Как известно, современник Игоря и Ольги, император Константин Багрянородный, в своем сочинении «De administrando imperio» неоднократно говорит о Руси, ее политическом устройстве, ее торговле с Империей, являясь как бы комментатором дипломатических актов 911 и 944 гг. Насколько византийская дипломатия тщательно изучала участников международной дипломатической игры и возможных агрессоров, видно из того, что Константин, описывая торговую дорогу из Киева в Царьград, может назвать днепровские пороги по-русски и по-славянски.

Если договор Игоря 944 г. оставляет открытым вопрос о возможности принятия христианства киевским князем, то в правление вдовы Игоря в Киеве эта возможность реализуется, правда, не как крещение Киевского государства, а как личное дело «архонтиссы» Ольги. Если исходить из источников русских, византийских и западных, можно спорить о том — один или два раза ездила Ольга в Константинополь, но на основании сочинения того же Константина Багрянородного, о церемониях Византийского двора мы бесспорно можем установить, что в приезд свой в столицу Империи в 957 г. Ольга была уже христианкою и имела в составе свиты своего попа.
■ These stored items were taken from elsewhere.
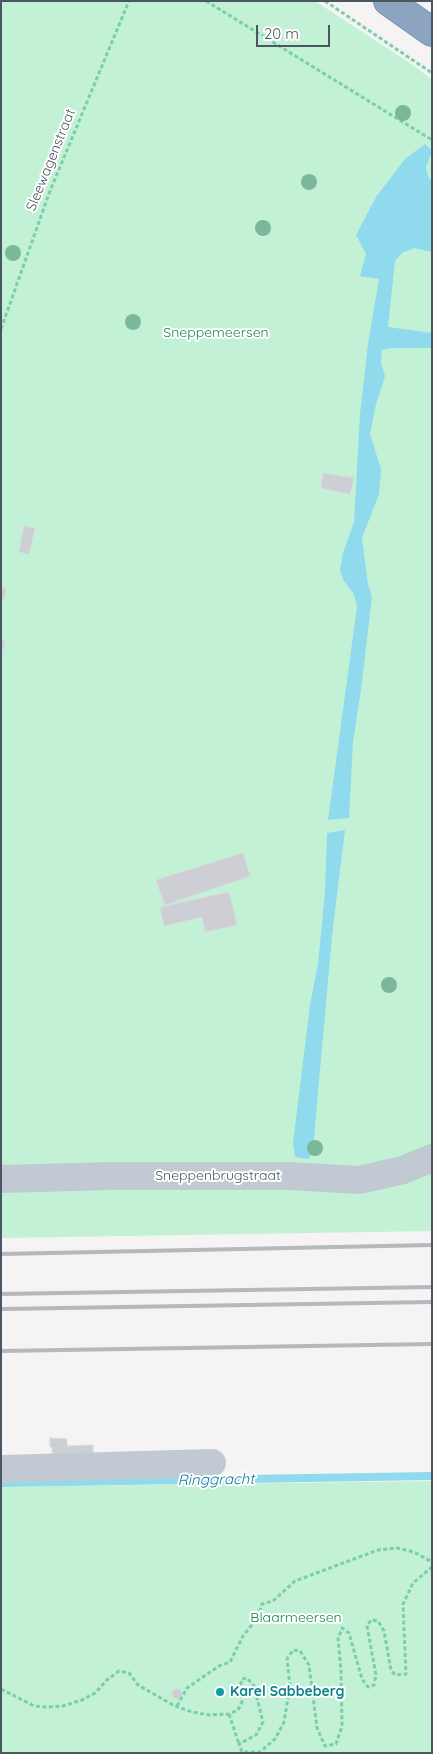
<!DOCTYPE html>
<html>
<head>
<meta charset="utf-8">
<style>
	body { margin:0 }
	#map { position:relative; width:433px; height:1754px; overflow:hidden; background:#f5f3f3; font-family:Quicksand,sans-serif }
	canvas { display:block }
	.frame { position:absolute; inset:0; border:2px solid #4a5661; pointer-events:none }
	.scale { position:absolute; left:256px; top:25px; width:74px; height:22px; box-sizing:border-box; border:2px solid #4a5661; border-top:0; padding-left:6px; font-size:15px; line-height:18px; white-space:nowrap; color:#4a5661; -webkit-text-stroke:4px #fff; paint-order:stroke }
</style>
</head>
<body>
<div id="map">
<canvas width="433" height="1754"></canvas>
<div class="frame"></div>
<div class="scale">20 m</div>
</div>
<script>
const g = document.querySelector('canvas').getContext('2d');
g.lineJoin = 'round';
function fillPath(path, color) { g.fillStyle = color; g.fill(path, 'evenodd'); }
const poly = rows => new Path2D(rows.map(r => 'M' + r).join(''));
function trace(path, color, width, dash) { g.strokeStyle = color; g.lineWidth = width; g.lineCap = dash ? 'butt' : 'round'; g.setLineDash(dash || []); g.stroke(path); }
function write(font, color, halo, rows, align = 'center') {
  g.font = font + ' Quicksand,sans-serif'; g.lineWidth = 4; g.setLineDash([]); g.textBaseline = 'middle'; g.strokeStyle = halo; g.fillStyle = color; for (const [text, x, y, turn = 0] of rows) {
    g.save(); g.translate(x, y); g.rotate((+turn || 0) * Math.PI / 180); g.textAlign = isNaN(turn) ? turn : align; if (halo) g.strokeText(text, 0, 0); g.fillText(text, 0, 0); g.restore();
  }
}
fillPath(poly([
	[1,1,315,1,416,67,432,80,432,1231,1,1238],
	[432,1481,432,1753,1,1753,1,1487]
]), '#c3f1d5');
fillPath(poly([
	[425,144,432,151,426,168,429,178,432,181,432,252,414,248,402,253,395,261,388,327,432,333,432,348,391,348,382,350,381,363,385,376,376,404,370,434,381,469,379,494,362,538,368,584,372,596,361,690,353,742,349,818,328,820,357,607,354,594,344,581,340,570,343,553,354,522,360,414,368,344,379,279,360,276,366,254,356,235,376,197,405,159],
	[345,830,332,936,313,1149,309,1159,295,1157,293,1143,310,1005,318,964,325,892,327,833]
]), '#90daee');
trace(poly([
	[1,1483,432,1476]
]), '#90daee', 8);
const building = poly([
	[323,473,354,478,350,494,321,488,323,473],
	[24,526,35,528,29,554,19,552,24,526],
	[1,588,6,589,3,601,1,601,1,588],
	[1,640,5,640,1,659,1,640],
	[243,853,250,876,165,905,156,880,243,853],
	[229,892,237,925,205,932,202,917,164,926,160,907,229,892],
	[50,1438,67,1439,67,1446,93,1445,93,1459,53,1459,52,1447,50,1447,50,1438],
	'172 1694a5 5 0 1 1 10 0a5 5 0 1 1-10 0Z'
]);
fillPath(building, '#cdcfd5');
trace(building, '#d7d9de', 1);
const highway = poly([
	[388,1,432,32]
]);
trace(highway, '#7690ad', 30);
trace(poly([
	[206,1,432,140],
	[325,1,432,73],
	[1,329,50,191,129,1],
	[1,1689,34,1706,47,1707,63,1706,82,1700,95,1693,107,1680,119,1671,129,1673,138,1685,173,1705,192,1712,209,1715,229,1714,238,1710,242,1702,240,1687,242,1679,247,1678,254,1686,263,1722,256,1735,239,1744,242,1752,260,1752,275,1739,284,1722,290,1686,287,1659,293,1650,300,1651,309,1665,317,1728,325,1746,336,1744,342,1726,341,1670,338,1639,342,1628,349,1633,362,1679,368,1687,374,1685,376,1675,367,1626,371,1620,378,1621,384,1631,391,1670,395,1675,406,1674,403,1604,413,1583,432,1567],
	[177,1706,187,1688,219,1666,230,1662,243,1636,258,1617,262,1604,273,1601,295,1581,378,1550,397,1548,414,1552,432,1562],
	[229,1714,239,1744]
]), '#7ad0a6', 3, [4, 2.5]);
trace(poly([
	[1,1179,111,1176,289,1176,359,1180,403,1170,432,1158],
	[1,1469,212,1463]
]), '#c1cad2', 28);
trace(highway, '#8ba5c1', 28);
trace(poly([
	[1,1254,432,1245],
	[1,1294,432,1287],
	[1,1309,432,1302],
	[1,1351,432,1344]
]), '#b5b8bd', 4);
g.fillStyle = '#7bb799';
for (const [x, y] of [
	[403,113],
	[309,182],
	[263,228],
	[13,253],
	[133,322],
	[389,985],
	[315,1148]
]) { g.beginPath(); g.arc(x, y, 8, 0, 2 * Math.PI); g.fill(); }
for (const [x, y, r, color] of [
	[220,1692,5,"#0f9aa8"]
]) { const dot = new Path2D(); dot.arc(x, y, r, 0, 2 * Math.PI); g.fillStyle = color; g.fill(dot); trace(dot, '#fff', 2); }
write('14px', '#4a5661', '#fff', [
	["Sleewagenstraat",51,160,-68],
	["Sneppenbrugstraat",218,1176]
]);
write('14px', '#17864f', '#fff', [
	["Sneppemeersen",216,333],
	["Blaarmeersen",296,1618]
]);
write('bold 14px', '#0d838f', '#fff', [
	["Karel Sabbeberg",230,1692]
], 'left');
write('italic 15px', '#0c7c9b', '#fff', [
	["Ringgracht",216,1480,-1]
]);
</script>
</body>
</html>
Целью ее приезда были дипломатические переговоры с императором. Как известно, Ольге были даны две аудиенции — у императора и императрицы. Принятая с теми же церемониями, что и бывшие до нее у императора сирийские послы, «архонтисса руссов» уехала из Византии с чувством недовольства от бесцельности поездки и глубокой обиды за себя и за свой народ. Это ярко запечатлелось в народной песне, об этом было сложено немало преданий, частью использованных нашим летописанием. Договор 945 г. дал нам возможность убедиться, что у киевского князя было немало тем для дипломатических переговоров с Империей; но у нас нет данных для догадки, какие из них имела в виду Ольга, стремясь к личным переговорам с императором. Однако, каковы бы ни были эти темы, причина неудачи переговоров Ольги совершенно ясна. Император в ту пору считал, что на севере Империя любой ценой должна поддерживать дружбу только с печенежским народом, так как страх нападения со стороны последнего будет держать в должных границах и венгров и русских.
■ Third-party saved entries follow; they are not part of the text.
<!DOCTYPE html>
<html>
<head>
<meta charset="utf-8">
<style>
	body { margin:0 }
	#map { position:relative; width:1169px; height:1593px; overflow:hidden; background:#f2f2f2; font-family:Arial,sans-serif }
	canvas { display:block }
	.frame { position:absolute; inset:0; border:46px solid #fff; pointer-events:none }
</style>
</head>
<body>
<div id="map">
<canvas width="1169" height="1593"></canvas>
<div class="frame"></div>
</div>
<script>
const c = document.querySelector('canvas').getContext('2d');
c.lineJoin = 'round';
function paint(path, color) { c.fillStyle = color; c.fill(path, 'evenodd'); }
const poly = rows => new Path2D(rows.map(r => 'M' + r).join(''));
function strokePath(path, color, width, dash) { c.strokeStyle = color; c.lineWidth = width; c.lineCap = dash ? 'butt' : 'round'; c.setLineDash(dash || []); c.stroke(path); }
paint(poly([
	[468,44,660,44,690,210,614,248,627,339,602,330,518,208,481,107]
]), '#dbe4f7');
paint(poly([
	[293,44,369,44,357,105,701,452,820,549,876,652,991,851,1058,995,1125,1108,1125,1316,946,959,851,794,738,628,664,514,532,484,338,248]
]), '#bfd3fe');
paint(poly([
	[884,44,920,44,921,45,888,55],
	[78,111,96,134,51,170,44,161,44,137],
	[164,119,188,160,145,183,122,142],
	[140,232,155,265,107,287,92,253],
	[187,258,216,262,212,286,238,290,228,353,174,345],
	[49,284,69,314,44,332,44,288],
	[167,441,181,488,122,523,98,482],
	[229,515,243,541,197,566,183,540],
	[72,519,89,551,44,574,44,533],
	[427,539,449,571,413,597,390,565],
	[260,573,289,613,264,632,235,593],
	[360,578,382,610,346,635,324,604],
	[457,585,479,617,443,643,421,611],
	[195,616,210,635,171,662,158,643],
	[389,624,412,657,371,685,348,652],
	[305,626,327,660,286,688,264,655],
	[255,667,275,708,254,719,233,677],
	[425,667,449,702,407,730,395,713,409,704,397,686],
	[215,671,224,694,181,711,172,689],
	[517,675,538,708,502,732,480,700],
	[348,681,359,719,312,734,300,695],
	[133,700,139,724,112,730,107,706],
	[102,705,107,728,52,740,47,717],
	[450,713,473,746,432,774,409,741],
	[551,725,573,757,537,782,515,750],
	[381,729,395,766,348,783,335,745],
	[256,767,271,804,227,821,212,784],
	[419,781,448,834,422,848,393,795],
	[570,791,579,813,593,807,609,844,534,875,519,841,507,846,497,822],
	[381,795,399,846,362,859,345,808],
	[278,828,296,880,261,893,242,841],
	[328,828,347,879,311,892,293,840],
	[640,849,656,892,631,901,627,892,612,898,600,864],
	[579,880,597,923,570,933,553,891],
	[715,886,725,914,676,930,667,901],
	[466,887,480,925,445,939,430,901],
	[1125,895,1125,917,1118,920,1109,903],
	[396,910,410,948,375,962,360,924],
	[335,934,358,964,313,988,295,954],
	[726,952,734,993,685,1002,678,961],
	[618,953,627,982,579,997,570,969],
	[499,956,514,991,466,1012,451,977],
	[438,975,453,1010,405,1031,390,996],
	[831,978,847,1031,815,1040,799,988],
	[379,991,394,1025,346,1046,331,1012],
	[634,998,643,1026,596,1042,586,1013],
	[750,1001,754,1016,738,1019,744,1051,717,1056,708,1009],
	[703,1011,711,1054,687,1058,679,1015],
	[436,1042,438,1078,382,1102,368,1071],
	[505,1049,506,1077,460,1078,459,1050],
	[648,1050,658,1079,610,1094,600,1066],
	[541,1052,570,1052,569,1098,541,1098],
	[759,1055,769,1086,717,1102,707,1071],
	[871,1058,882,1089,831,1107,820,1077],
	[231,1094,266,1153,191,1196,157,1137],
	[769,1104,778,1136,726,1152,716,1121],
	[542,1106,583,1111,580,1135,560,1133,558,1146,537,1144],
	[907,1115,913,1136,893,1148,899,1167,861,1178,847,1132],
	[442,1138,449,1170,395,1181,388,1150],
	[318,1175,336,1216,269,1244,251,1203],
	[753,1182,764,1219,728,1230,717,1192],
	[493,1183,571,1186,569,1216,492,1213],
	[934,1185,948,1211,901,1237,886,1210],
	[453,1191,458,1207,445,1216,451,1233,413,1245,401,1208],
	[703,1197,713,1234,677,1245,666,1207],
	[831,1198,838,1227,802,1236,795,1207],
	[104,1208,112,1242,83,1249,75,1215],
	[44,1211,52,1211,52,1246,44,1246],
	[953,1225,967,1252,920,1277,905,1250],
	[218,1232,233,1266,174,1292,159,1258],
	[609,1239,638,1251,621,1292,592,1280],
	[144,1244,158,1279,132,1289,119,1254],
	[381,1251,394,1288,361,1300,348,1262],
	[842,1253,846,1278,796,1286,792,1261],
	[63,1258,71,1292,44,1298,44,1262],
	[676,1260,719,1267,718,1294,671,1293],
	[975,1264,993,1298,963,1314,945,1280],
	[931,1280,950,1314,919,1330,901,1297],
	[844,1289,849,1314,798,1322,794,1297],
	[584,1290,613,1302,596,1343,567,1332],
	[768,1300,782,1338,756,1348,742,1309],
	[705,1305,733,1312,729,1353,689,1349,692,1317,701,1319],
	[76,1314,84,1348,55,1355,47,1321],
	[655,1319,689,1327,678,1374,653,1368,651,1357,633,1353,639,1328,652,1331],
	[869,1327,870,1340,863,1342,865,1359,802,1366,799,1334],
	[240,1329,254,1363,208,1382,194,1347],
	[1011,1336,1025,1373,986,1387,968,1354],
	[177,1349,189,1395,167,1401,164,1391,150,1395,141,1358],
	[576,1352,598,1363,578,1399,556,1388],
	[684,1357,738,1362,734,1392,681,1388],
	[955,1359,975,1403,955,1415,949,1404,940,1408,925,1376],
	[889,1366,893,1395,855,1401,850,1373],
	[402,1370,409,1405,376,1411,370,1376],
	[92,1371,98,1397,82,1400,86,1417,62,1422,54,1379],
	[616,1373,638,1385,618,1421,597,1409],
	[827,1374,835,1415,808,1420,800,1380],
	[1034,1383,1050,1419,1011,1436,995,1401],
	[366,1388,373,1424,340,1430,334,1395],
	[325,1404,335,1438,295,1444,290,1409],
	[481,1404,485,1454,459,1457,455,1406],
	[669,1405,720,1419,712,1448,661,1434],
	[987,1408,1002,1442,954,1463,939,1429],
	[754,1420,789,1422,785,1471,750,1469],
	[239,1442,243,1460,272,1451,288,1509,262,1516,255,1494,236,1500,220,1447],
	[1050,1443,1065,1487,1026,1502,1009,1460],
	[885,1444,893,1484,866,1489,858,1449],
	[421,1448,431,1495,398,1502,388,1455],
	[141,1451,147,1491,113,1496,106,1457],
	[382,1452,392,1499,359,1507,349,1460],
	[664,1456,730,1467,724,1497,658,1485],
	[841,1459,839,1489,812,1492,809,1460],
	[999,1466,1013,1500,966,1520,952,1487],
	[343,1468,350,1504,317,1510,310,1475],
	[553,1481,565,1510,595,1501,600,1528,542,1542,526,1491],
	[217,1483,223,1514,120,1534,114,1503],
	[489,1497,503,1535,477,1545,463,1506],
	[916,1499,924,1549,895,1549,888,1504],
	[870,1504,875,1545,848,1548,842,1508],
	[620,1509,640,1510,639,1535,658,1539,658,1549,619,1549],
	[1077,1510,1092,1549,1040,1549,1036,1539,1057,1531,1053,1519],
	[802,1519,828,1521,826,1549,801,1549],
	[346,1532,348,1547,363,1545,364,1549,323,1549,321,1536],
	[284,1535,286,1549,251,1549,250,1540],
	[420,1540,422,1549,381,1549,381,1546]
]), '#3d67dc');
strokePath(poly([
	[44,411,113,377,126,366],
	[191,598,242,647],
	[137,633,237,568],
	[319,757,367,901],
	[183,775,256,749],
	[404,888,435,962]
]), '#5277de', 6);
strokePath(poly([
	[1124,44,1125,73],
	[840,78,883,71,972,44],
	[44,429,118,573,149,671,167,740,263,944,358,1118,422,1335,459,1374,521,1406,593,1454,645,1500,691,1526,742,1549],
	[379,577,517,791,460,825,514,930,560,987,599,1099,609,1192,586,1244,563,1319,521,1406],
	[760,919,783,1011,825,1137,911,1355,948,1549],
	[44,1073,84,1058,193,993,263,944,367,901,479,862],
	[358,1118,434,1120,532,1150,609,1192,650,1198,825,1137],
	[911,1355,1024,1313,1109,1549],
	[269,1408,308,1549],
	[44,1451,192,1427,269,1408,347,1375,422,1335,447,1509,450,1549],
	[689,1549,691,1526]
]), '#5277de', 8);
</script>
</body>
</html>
С именем императора Никифора Фоки справедливо связывают крупный перелом византийской политики на севере, вовлекший в свой водоворот и киевского князя Святослава. Задавшись целью покорить Болгарию и сделать ее византийской областью, император этим передвигал свою северную границу в степь. Он разрушал систему политических группировок степных и пристепных народов, о которой император Константин в своем трактате о северной политике Империи хвастливо говорит как о великом достижении византийской дипломатии. Не без основания историки считают стремление Фоки покорить Болгарию, так мучительно пережитое болгарским народом, тяжелою ошибкою, последствия которой сказались до конца существования Империи.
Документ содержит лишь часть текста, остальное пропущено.